Le traitement chirurgical peut lui aussi, de façon exceptionnelle, entraîner une aggravation ou l’apparition de ces symptômes, s’ils n’étaient pas présents avant l’intervention.
Ces symptômes disparaissent souvent avec un traitement laxatif adapté dont vous discuterez des modalités avec votre urologue.

Altération de la qualité des rapports sexuels

Si l’intervention permet le plus souvent d’améliorer la sexualité, la qualité des rapports peut être altérée, par des douleurs, des problèmes de lubrification vaginale, dans certains cas en raison de phénomènes de rétraction. Un traitement médical pourra vous être prescrit pour améliorer ces phénomènes locaux.

Douleurs

Les douleurs sont très modérées après l’intervention, voire inexistantes.
Elles peuvent siéger au niveau des cicatrices abdominales ou du vagin.

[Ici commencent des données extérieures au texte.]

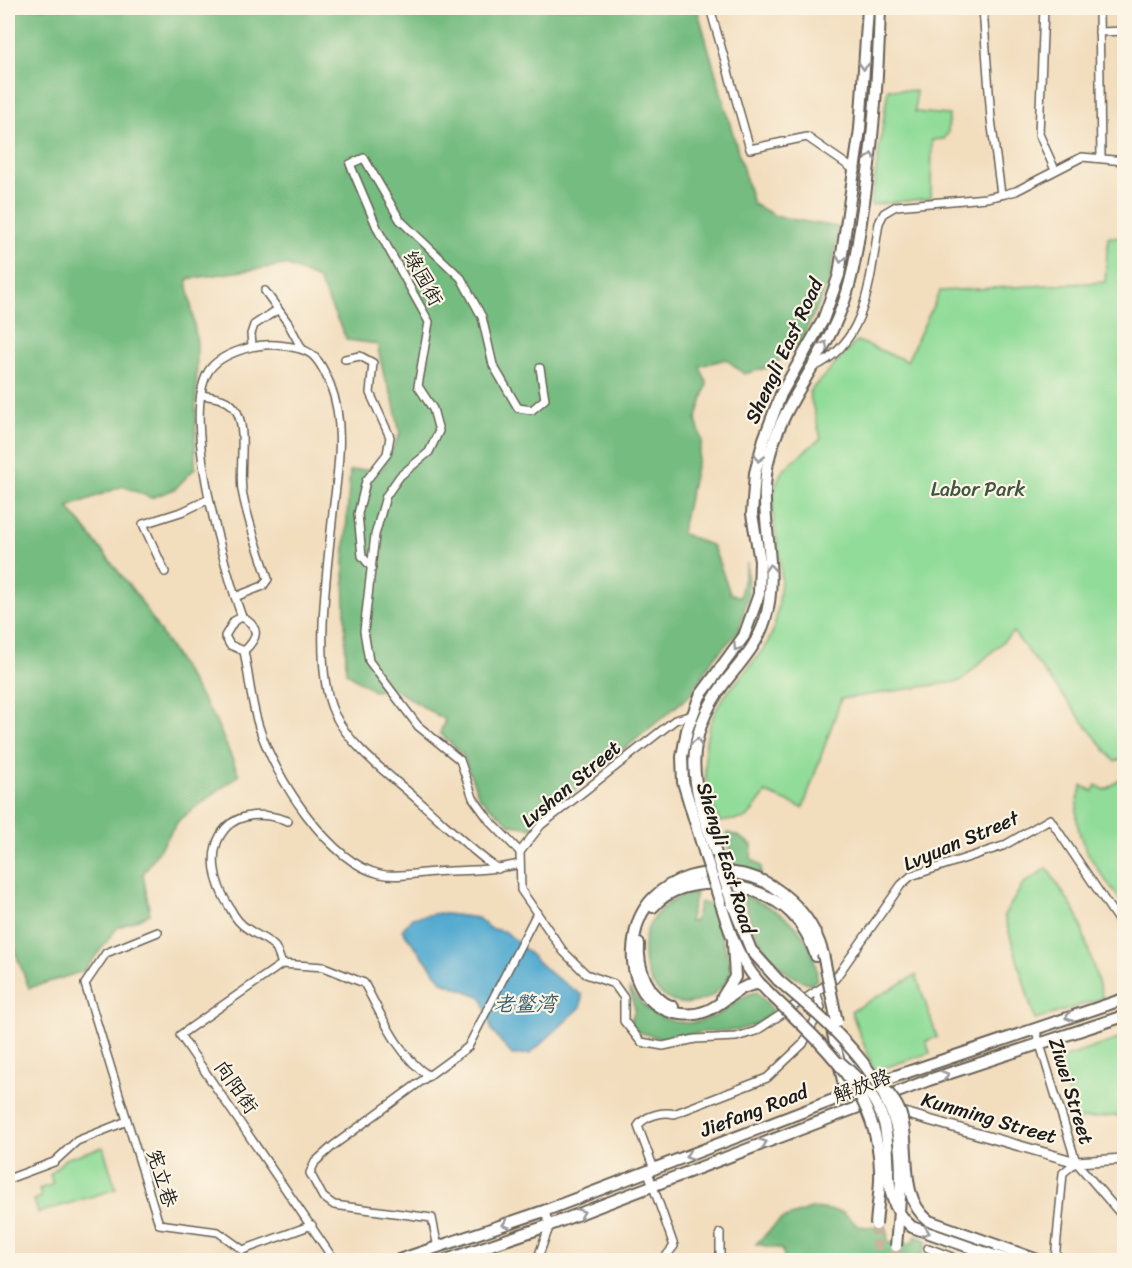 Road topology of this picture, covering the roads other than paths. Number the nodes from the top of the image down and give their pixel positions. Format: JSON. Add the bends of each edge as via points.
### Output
{"nodes":[{"id":1,"x":710,"y":8,"type":"edge"},
{"id":2,"x":868,"y":8,"type":"edge"},
{"id":3,"x":880,"y":8,"type":"edge"},
{"id":4,"x":983,"y":8,"type":"edge"},
{"id":5,"x":1044,"y":8,"type":"edge"},
{"id":6,"x":1099,"y":8,"type":"edge"},
{"id":7,"x":1125,"y":31,"type":"edge"},
{"id":8,"x":1100,"y":32,"type":"junction"},
{"id":9,"x":1101,"y":158,"type":"junction"},
{"id":10,"x":1125,"y":161,"type":"edge"},
{"id":11,"x":1055,"y":170,"type":"junction"},
{"id":12,"x":855,"y":171,"type":"junction"},
{"id":13,"x":1001,"y":194,"type":"junction"},
{"id":14,"x":265,"y":291,"type":"dead end"},
{"id":15,"x":277,"y":310,"type":"junction"},
{"id":16,"x":252,"y":345,"type":"junction"},
{"id":17,"x":301,"y":347,"type":"junction"},
{"id":18,"x":345,"y":359,"type":"dead end"},
{"id":19,"x":540,"y":368,"type":"dead end"},
{"id":20,"x":811,"y":368,"type":"junction"},
{"id":21,"x":201,"y":395,"type":"junction"},
{"id":22,"x":209,"y":499,"type":"junction"},
{"id":23,"x":372,"y":568,"type":"junction"},
{"id":24,"x":165,"y":572,"type":"dead end"},
{"id":25,"x":235,"y":597,"type":"junction"},
{"id":26,"x":242,"y":617,"type":"junction"},
{"id":27,"x":244,"y":651,"type":"junction"},
{"id":28,"x":692,"y":715,"type":"junction"},
{"id":29,"x":288,"y":821,"type":"dead end"},
{"id":30,"x":520,"y":852,"type":"junction"},
{"id":31,"x":520,"y":864,"type":"junction"},
{"id":32,"x":498,"y":869,"type":"junction"},
{"id":33,"x":537,"y":913,"type":"junction"},
{"id":34,"x":1125,"y":929,"type":"edge"},
{"id":35,"x":158,"y":932,"type":"dead end"},
{"id":36,"x":733,"y":943,"type":"junction"},
{"id":37,"x":820,"y":955,"type":"junction"},
{"id":38,"x":282,"y":964,"type":"junction"},
{"id":39,"x":835,"y":979,"type":"joint"},
{"id":40,"x":759,"y":984,"type":"junction"},
{"id":41,"x":816,"y":991,"type":"junction"},
{"id":42,"x":1125,"y":999,"type":"edge"},
{"id":43,"x":1125,"y":1016,"type":"edge"},
{"id":44,"x":834,"y":1021,"type":"junction"},
{"id":45,"x":1035,"y":1028,"type":"junction"},
{"id":46,"x":1038,"y":1044,"type":"junction"},
{"id":47,"x":839,"y":1061,"type":"junction"},
{"id":48,"x":872,"y":1072,"type":"junction"},
{"id":49,"x":429,"y":1076,"type":"junction"},
{"id":50,"x":862,"y":1089,"type":"junction"},
{"id":51,"x":846,"y":1095,"type":"junction"},
{"id":52,"x":870,"y":1102,"type":"junction"},
{"id":53,"x":127,"y":1121,"type":"junction"},
{"id":54,"x":1125,"y":1159,"type":"edge"},
{"id":55,"x":1076,"y":1162,"type":"junction"},
{"id":56,"x":651,"y":1170,"type":"junction"},
{"id":57,"x":8,"y":1179,"type":"edge"},
{"id":58,"x":653,"y":1186,"type":"junction"},
{"id":59,"x":544,"y":1211,"type":"junction"},
{"id":60,"x":1125,"y":1218,"type":"edge"},
{"id":61,"x":312,"y":1225,"type":"junction"},
{"id":62,"x":550,"y":1225,"type":"junction"},
{"id":63,"x":876,"y":1225,"type":"tunnel mouth"},
{"id":64,"x":720,"y":1233,"type":"dead end"},
{"id":65,"x":896,"y":1246,"type":"tunnel mouth"},
{"id":66,"x":438,"y":1248,"type":"junction"},
{"id":67,"x":928,"y":1248,"type":"dead end"},
{"id":68,"x":426,"y":1256,"type":"edge"},
{"id":69,"x":334,"y":1260,"type":"edge"},
{"id":70,"x":399,"y":1260,"type":"edge"},
{"id":71,"x":446,"y":1260,"type":"edge"},
{"id":72,"x":537,"y":1260,"type":"edge"},
{"id":73,"x":663,"y":1260,"type":"edge"},
{"id":74,"x":720,"y":1260,"type":"edge"},
{"id":75,"x":953,"y":1260,"type":"edge"},
{"id":76,"x":1009,"y":1260,"type":"edge"},
{"id":77,"x":1038,"y":1260,"type":"edge"},
{"id":78,"x":1054,"y":1260,"type":"edge"}],
"edges":[{"from":1,"to":12,"type":"street","via":[[750,149],[807,137]]},
{"from":2,"to":12,"type":"main road","name":"Shengli East Road","one_way":true},
{"from":20,"to":3,"type":"main road","name":"Shengli East Road","one_way":true,"via":[[840,312],[856,252],[875,126]]},
{"from":4,"to":13,"type":"street"},
{"from":5,"to":11,"type":"street","via":[[1039,134]]},
{"from":6,"to":8,"type":"street"},
{"from":7,"to":8,"type":"street"},
{"from":8,"to":9,"type":"street"},
{"from":9,"to":10,"type":"street"},
{"from":9,"to":11,"type":"street","via":[[1082,157]]},
{"from":11,"to":13,"type":"street","via":[[1016,191]]},
{"from":12,"to":28,"type":"main road","name":"Shengli East Road","one_way":true,"via":[[839,275],[823,320],[781,394],[755,473],[752,514],[760,561],[759,594],[744,636],[700,696]]},
{"from":13,"to":20,"type":"street","via":[[897,206],[884,213],[866,298],[847,343],[828,361]]},
{"from":14,"to":15,"type":"street"},
{"from":15,"to":16,"type":"street","via":[[254,325]]},
{"from":15,"to":17,"type":"street"},
{"from":16,"to":17,"type":"street"},
{"from":16,"to":21,"type":"street","via":[[208,371]]},
{"from":17,"to":32,"type":"street","via":[[316,357],[338,405],[339,454],[326,583],[324,648],[327,692],[334,713],[346,732],[374,760]]},
{"from":18,"to":23,"type":"street","via":[[360,356],[373,363],[370,393],[390,437],[387,454],[366,481],[358,514],[362,556]]},
{"from":19,"to":23,"type":"street","name":"绿园街","via":[[545,399],[532,410],[519,408],[493,365],[482,316],[461,278],[400,220],[364,158],[350,164],[378,230],[429,322],[418,386],[433,409],[440,431],[429,452],[400,476],[386,496],[375,535]]},
{"from":48,"to":20,"type":"main road","name":"Shengli East Road","one_way":true,"bridge":true,"via":[[751,950],[732,903],[693,772],[695,751],[710,702],[756,642],[765,621],[771,593],[764,517],[770,456],[786,414]]},
{"from":21,"to":22,"type":"street","via":[[200,440]]},
{"from":21,"to":25,"type":"street","via":[[228,401],[242,426],[239,464],[243,493],[268,579],[263,586]]},
{"from":22,"to":24,"type":"street","via":[[143,524]]},
{"from":22,"to":25,"type":"street"},
{"from":23,"to":30,"type":"street","name":"绿园街","via":[[364,631],[369,661],[418,726],[460,760],[473,798]]},
{"from":25,"to":26,"type":"street"},
{"from":26,"to":27,"type":"street","via":[[252,622],[256,630],[255,641]]},
{"from":26,"to":27,"type":"street","via":[[234,621],[225,636],[230,645]]},
{"from":27,"to":32,"type":"street","via":[[258,726],[276,770],[304,813],[336,847],[360,865],[381,874]]},
{"from":28,"to":30,"type":"street","name":"Lvshan Street","via":[[675,720],[541,825]]},
{"from":28,"to":36,"type":"main road","name":"Shengli East Road","bridge":true,"via":[[682,757],[683,782]]},
{"from":29,"to":38,"type":"street","via":[[269,814],[243,819],[218,837],[212,855],[214,880],[230,909],[244,927],[274,946]]},
{"from":30,"to":31,"type":"street","name":"Lvshan Street"},
{"from":31,"to":32,"type":"street"},
{"from":31,"to":33,"type":"street","name":"Lvshan Street","via":[[521,890]]},
{"from":33,"to":41,"type":"street","name":"Lvshan Street","via":[[563,951],[586,974],[614,984],[624,998],[624,1021],[641,1042],[663,1046],[695,1039],[736,1037],[756,1031]]},
{"from":33,"to":49,"type":"street","via":[[468,1047]]},
{"from":34,"to":39,"type":"street","name":"Lvyuan Street","via":[[1050,819],[1003,846],[911,876]]},
{"from":35,"to":53,"type":"street","name":"宪立巷","via":[[106,953],[85,984]]},
{"from":36,"to":37,"type":"main road","via":[[735,977],[731,987],[704,1008],[667,1005],[652,993],[642,974],[639,951],[648,914],[669,892],[703,885],[751,889],[771,897],[806,930]]},
{"from":36,"to":40,"type":"main road","name":"Shengli East Road"},
{"from":37,"to":40,"type":"main road","via":[[813,926],[801,910],[770,885],[731,874],[692,876],[658,891],[636,924],[632,958],[639,984],[657,1006],[681,1014],[704,1013],[744,986]]},
{"from":37,"to":44,"type":"main road"},
{"from":38,"to":49,"type":"street","via":[[324,967],[364,983],[386,1024],[417,1068]]},
{"from":38,"to":61,"type":"street","name":"向阳街","via":[[180,1035]]},
{"from":39,"to":41,"type":"street","name":"Lvshan Street"},
{"from":40,"to":47,"type":"main road","name":"Shengli East Road","bridge":true},
{"from":41,"to":56,"type":"street","via":[[821,1008],[803,1044],[767,1078],[674,1114],[665,1112],[640,1122]]},
{"from":42,"to":45,"type":"main road","name":"Jiefang Road","one_way":true},
{"from":43,"to":46,"type":"main road","name":"解放路"},
{"from":44,"to":50,"type":"main road"},
{"from":44,"to":51,"type":"main road"},
{"from":45,"to":46,"type":"street","name":"Ziwei Street"},
{"from":45,"to":50,"type":"main road","name":"Jiefang Road"},
{"from":52,"to":46,"type":"main road","name":"解放路","one_way":true},
{"from":46,"to":55,"type":"street","name":"Ziwei Street"},
{"from":47,"to":63,"type":"main road","bridge":true,"via":[[868,1111],[877,1140],[880,1171]]},
{"from":47,"to":76,"type":"main road","one_way":true,"bridge":true,"via":[[864,1083],[879,1109],[887,1143],[890,1196],[901,1218],[912,1227]]},
{"from":48,"to":65,"type":"main road","name":"Shengli East Road","bridge":true,"via":[[891,1111],[898,1137]]},
{"from":48,"to":77,"type":"main road","bridge":true,"via":[[902,1116],[911,1200],[929,1221]]},
{"from":49,"to":66,"type":"street","via":[[334,1145],[315,1162],[310,1173],[323,1197],[334,1204],[432,1218]]},
{"from":50,"to":51,"type":"main road","name":"Jiefang Road"},
{"from":51,"to":52,"type":"street","name":"Kunming Street"},
{"from":51,"to":56,"type":"main road","name":"Jiefang Road","one_way":true},
{"from":52,"to":55,"type":"street","name":"Kunming Street"},
{"from":58,"to":52,"type":"main road","name":"解放路","one_way":true},
{"from":53,"to":57,"type":"street","via":[[77,1141],[54,1162]]},
{"from":53,"to":61,"type":"street","name":"宪立巷","via":[[159,1224],[218,1232],[243,1250]]},
{"from":54,"to":55,"type":"street","name":"Kunming Street"},
{"from":55,"to":60,"type":"street","name":"Ziwei Street"},
{"from":55,"to":78,"type":"street","via":[[1064,1173]]},
{"from":56,"to":58,"type":"street"},
{"from":56,"to":59,"type":"main road","name":"Jiefang Road"},
{"from":62,"to":58,"type":"main road","name":"解放路","one_way":true},
{"from":58,"to":73,"type":"street","via":[[674,1245]]},
{"from":59,"to":62,"type":"street"},
{"from":59,"to":66,"type":"main road","name":"Jiefang Road","one_way":true},
{"from":61,"to":69,"type":"street","name":"向阳街"},
{"from":62,"to":71,"type":"main road","name":"解放路"},
{"from":62,"to":72,"type":"street"},
{"from":64,"to":74,"type":"street"},
{"from":66,"to":68,"type":"main road","name":"Jiefang Road"},
{"from":67,"to":75,"type":"street"},
{"from":68,"to":70,"type":"main road","name":"Jiefang Road"}]} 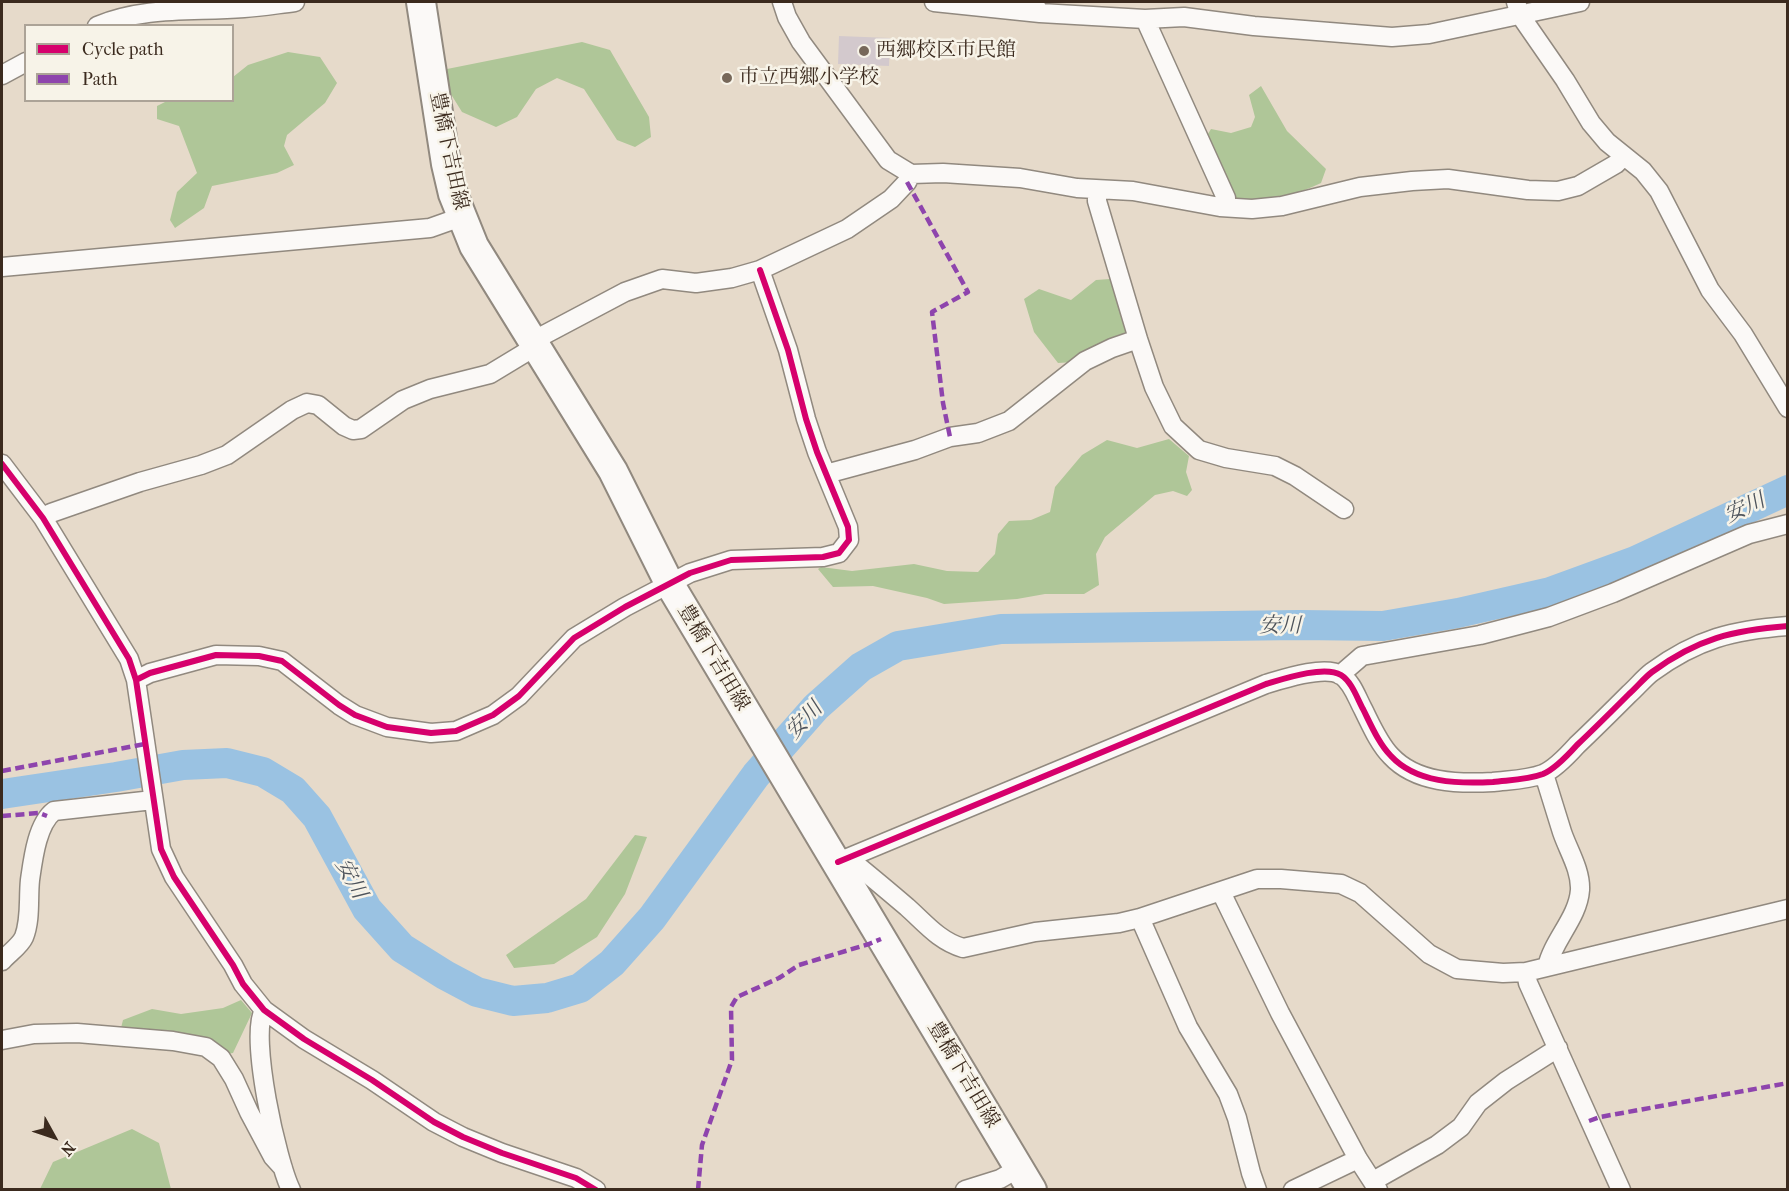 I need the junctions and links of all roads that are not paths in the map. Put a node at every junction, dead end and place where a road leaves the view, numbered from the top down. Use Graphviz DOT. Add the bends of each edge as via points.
graph roads {
  1 [pos="295,2"];
  2 [pos="421,2"];
  3 [pos="782,2"];
  4 [pos="934,2"];
  5 [pos="1580,2"];
  6 [pos="1037,7"];
  7 [pos="1518,8"];
  8 [pos="1145,19"];
  9 [pos="101,24"];
  10 [pos="24,63"];
  11 [pos="2,75"];
  12 [pos="1624,156"];
  13 [pos="911,174"];
  14 [pos="1097,190"];
  15 [pos="1225,207"];
  16 [pos="461,217"];
  17 [pos="2,267"];
  18 [pos="760,270"];
  19 [pos="1138,339"];
  20 [pos="534,343"];
  21 [pos="1788,408"];
  22 [pos="2,464"];
  23 [pos="826,474"];
  24 [pos="1344,509"];
  25 [pos="43,518"];
  26 [pos="1788,524"];
  27 [pos="669,583"];
  28 [pos="1788,626"];
  29 [pos="1340,675"];
  30 [pos="136,680"];
  31 [pos="1544,774"];
  32 [pos="152,793"];
  33 [pos="843,860"];
  34 [pos="1221,892"];
  35 [pos="1788,909"];
  36 [pos="1140,918"];
  37 [pos="2,961"];
  38 [pos="1547,967"];
  39 [pos="1526,972"];
  40 [pos="264,1011"];
  41 [pos="2,1040"];
  42 [pos="1558,1048"];
  43 [pos="1358,1159"];
  44 [pos="283,1168"];
  45 [pos="1025,1179"];
  46 [pos="1376,1185"];
  47 [pos="291,1190"];
  48 [pos="596,1190"];
  49 [pos="965,1190"];
  50 [pos="1257,1190"];
  51 [pos="1293,1190"];
  52 [pos="1621,1190"];
  1 -- 9 [label="street" via="245,8 159,10 125,15"];
  2 -- 16 [label="main road, 豊橋下吉田線" via="446,164"];
  3 -- 13 [label="street" via="801,42 888,160"];
  4 -- 6 [label="street"];
  5 -- 7 [label="street"];
  6 -- 8 [label="street"];
  7 -- 8 [label="street" via="1430,34 1392,37 1184,17"];
  7 -- 12 [label="street" via="1591,123"];
  8 -- 15 [label="street" via="1226,198"];
  10 -- 11 [label="street"];
  12 -- 15 [label="street" via="1578,186 1558,191 1448,179 1360,187 1282,206"];
  12 -- 21 [label="street" via="1659,191 1710,290 1743,334"];
  13 -- 14 [label="street" via="1020,178"];
  13 -- 18 [label="street" via="891,200 847,229"];
  14 -- 15 [label="street" via="1133,191"];
  14 -- 19 [label="street"];
  16 -- 17 [label="street" via="430,228"];
  16 -- 20 [label="main road, 豊橋下吉田線" via="474,246"];
  18 -- 20 [label="street" via="696,283 662,279 625,292"];
  18 -- 23 [label="street"];
  19 -- 23 [label="street" via="1085,361 1009,421"];
  19 -- 24 [label="street" via="1154,387 1173,426 1187,441 1199,450 1226,458 1275,466"];
  20 -- 25 [label="street" via="528,351 490,374 403,400 362,429 344,426 318,405 308,403 227,455"];
  20 -- 27 [label="main road, 豊橋下吉田線" via="613,471"];
  22 -- 25 [label="street"];
  23 -- 27 [label="street" via="848,527 849,540 839,553 731,560"];
  25 -- 30 [label="street" via="129,659"];
  26 -- 29 [label="street" via="1749,534 1549,617 1480,635 1362,656"];
  27 -- 30 [label="street" via="574,638 519,696 493,715 456,731 431,733 387,727 355,715 282,661 259,656 216,655"];
  27 -- 33 [label="main road, 豊橋下吉田線" via="782,774"];
  28 -- 31 [label="street" via="1723,635 1684,651 1650,673"];
  29 -- 31 [label="street" via="1351,686 1390,756 1422,778 1491,782"];
  29 -- 33 [label="street" via="1297,675 1266,684"];
  30 -- 32 [label="street"];
  31 -- 38 [label="street" via="1580,890"];
  32 -- 37 [label="street" via="54,811 47,816 40,829 30,881 28,925 23,940"];
  32 -- 40 [label="street" via="161,849 174,877"];
  33 -- 36 [label="street" via="880,883 936,935 963,948 1035,932"];
  33 -- 45 [label="main road, 豊橋下吉田線" via="881,939"];
  34 -- 36 [label="street"];
  34 -- 39 [label="street" via="1257,879 1341,884 1360,894 1429,954 1457,969"];
  34 -- 43 [label="street"];
  35 -- 38 [label="street"];
  36 -- 50 [label="street" via="1188,1027 1228,1094"];
  38 -- 39 [label="street"];
  39 -- 42 [label="street"];
  40 -- 44 [label="street" via="264,1090"];
  40 -- 48 [label="street" via="434,1122 502,1153 576,1178"];
  41 -- 44 [label="street" via="34,1034 77,1033 206,1047 221,1058 273,1157"];
  42 -- 46 [label="street" via="1506,1081 1478,1104 1461,1127"];
  42 -- 52 [label="street"];
  43 -- 46 [label="street"];
  43 -- 51 [label="street"];
  44 -- 47 [label="street"];
  45 -- 49 [label="street" via="1000,1179"];
}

Migration de la bandelette

La migration de la bandelette par érosion du vagin aboutit à l’extériorisation de la bandelette. Cette complication survient dans environ 3% des cas. Il faut enlever la bandelette, en réopérant par cœlioscopie, par chirurgie ouverte classique ou par voie vaginale

Occlusion intestinale

Une occlusion intestinale peut être due à des adhérences de l’intestin dans la cavité abdominale. Une ré-intervention est souvent nécessaire.

Spondylodiscite

La spondylodiscite, inflammation du disque vertébral au niveau du promontoire où sont fixées les bandelettes, est exceptionnellement décrite.

Fistule

Une fistule est une communication anormale entre deux organes creux. Elle peut exceptionnellement compliquer une chirurgie du prolapsus génital surtout chez les patientes multi-opérées. Elle peut concerner l’urètre, la vessie, l’uretère, le vagin ou le rectum.
Son traitement est le plus souvent chirurgical.

Récidive du prolapsus

Elle est liée à de nombreux facteurs (surpoids, toux chronique, altération de la muqueuse vaginale à la ménopause, constipation) mais son risque d’apparition est variable d’une patiente à une autre.
La récidive du prolapsus ne s’accompagne pas systématiquement de la réapparition des symptômes urinaires sexuels ou digestifs.

Résultats

Le traitement cœlioscopique du prolapsus par promontofixation est réalisé depuis le début des années 90. Les résultats sont comparables à la voie chirurgicale classique.
Dans plus de 90 % des cas le prolapsus est traité de façon satisfaisante. Le traitement est efficace sur les signes urinaires dans 70 à 90 % des cas. Les résultats semblent se maintenir sur le long terme, mais une récidive avec le temps est toujours possible.
Après avoir lu cette information, vous pouvez revoir votre urologue avant l’intervention, pour obtenir les précisions complémentaires qui vous sembleraient utiles.